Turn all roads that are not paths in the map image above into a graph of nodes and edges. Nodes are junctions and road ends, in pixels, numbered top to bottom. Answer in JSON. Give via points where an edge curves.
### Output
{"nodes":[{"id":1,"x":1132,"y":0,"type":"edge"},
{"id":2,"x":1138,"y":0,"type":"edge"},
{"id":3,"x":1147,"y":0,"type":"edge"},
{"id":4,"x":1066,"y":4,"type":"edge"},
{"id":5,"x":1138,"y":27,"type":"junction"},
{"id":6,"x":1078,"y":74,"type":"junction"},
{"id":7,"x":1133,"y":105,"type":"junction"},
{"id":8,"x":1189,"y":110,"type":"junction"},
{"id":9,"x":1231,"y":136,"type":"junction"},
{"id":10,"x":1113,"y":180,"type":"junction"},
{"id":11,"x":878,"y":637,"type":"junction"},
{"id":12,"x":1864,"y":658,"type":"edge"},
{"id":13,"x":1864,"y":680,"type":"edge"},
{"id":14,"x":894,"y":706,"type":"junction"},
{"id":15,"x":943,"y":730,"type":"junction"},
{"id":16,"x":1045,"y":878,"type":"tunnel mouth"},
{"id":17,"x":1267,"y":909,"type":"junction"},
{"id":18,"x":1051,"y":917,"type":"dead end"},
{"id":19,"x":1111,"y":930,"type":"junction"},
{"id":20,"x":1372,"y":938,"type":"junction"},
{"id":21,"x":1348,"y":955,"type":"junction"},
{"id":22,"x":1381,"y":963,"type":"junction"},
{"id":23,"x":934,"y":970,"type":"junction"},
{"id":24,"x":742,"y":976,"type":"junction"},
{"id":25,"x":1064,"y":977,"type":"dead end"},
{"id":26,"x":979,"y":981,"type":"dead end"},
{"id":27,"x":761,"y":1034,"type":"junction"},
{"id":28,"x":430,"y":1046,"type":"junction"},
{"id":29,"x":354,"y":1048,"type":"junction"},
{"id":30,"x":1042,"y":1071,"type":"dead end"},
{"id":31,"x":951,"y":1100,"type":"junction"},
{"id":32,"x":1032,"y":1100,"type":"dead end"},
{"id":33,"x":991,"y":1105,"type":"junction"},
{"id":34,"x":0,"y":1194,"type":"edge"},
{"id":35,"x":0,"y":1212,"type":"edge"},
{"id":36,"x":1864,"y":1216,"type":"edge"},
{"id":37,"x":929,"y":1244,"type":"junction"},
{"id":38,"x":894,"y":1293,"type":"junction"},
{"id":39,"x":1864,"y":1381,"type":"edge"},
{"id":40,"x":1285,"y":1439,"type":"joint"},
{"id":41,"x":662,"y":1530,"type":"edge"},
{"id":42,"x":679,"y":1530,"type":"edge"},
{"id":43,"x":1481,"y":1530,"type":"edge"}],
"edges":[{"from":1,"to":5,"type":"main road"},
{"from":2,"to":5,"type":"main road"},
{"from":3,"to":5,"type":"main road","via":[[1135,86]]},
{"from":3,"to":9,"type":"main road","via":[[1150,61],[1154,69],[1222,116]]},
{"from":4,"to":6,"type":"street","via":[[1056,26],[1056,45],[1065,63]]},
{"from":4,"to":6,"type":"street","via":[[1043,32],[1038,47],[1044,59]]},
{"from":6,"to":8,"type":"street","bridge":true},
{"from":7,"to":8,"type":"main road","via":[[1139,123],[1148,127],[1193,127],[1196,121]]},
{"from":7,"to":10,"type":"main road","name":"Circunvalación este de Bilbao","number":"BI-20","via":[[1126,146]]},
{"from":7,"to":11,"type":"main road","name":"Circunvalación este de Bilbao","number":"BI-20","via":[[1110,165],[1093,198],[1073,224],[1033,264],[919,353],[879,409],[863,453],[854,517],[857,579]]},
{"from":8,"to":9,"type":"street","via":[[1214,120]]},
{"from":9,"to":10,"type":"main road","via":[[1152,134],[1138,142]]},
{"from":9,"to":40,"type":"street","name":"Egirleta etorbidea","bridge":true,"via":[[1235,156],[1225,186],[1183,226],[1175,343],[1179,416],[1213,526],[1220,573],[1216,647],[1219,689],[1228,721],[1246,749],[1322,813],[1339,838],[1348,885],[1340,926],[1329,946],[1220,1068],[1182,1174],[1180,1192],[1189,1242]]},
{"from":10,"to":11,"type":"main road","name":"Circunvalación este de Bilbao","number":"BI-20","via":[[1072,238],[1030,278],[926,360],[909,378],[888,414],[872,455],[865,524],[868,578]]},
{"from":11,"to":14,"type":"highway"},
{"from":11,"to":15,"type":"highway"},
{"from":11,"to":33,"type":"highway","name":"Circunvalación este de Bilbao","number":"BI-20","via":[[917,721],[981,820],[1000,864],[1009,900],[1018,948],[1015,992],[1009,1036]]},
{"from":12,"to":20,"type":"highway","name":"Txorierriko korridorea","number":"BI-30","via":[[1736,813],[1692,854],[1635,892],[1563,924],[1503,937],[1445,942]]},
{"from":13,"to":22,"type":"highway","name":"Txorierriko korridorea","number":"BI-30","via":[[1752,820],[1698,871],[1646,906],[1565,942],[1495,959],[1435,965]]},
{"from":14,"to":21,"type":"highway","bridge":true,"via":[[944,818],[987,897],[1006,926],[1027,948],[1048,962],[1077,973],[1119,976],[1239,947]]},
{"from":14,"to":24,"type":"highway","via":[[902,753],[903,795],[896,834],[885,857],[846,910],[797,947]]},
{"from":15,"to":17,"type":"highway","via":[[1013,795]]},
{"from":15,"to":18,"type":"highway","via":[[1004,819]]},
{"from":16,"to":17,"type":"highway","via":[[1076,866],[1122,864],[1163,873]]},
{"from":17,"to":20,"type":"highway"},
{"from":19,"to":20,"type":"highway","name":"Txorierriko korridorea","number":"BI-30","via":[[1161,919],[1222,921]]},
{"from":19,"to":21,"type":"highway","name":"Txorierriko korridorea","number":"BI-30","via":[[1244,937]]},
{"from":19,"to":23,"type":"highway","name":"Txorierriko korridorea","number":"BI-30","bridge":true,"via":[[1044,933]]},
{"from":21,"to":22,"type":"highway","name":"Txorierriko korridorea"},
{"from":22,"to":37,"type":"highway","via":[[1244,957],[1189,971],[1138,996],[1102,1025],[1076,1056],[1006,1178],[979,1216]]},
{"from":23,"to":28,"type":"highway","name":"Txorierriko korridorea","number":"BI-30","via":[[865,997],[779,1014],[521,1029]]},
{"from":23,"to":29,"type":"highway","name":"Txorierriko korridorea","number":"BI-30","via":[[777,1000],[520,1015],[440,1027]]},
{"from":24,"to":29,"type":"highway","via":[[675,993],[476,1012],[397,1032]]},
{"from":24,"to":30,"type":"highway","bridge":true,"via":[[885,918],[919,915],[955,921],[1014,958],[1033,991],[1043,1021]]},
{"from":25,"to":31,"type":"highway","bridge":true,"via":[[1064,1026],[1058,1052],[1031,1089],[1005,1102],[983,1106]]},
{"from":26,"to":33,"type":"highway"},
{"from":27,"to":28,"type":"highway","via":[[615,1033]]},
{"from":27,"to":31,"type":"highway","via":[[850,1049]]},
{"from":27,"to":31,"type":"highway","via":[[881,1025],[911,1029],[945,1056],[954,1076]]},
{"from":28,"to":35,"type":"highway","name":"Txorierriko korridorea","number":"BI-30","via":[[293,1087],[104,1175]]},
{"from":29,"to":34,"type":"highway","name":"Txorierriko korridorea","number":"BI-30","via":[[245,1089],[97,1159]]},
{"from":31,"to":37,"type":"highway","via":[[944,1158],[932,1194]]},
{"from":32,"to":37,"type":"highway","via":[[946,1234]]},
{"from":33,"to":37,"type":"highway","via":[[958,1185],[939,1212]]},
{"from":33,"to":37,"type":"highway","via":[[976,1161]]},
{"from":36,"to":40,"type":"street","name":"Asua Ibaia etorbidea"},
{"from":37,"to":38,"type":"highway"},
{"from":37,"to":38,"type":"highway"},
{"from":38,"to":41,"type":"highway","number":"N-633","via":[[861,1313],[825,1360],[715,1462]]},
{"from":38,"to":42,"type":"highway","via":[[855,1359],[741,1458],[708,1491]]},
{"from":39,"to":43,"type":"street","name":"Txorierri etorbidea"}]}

- Aim of the task
List every line above that holds the word "edges".

- Solution below
Turn all roads that are not paths in the map image above into a graph of nodes and edges. Nodes are junctions and road ends, in pixels, numbered top to bottom. Answer in JSON. Give via points where an edge curves.
"edges":[{"from":1,"to":5,"type":"main road"},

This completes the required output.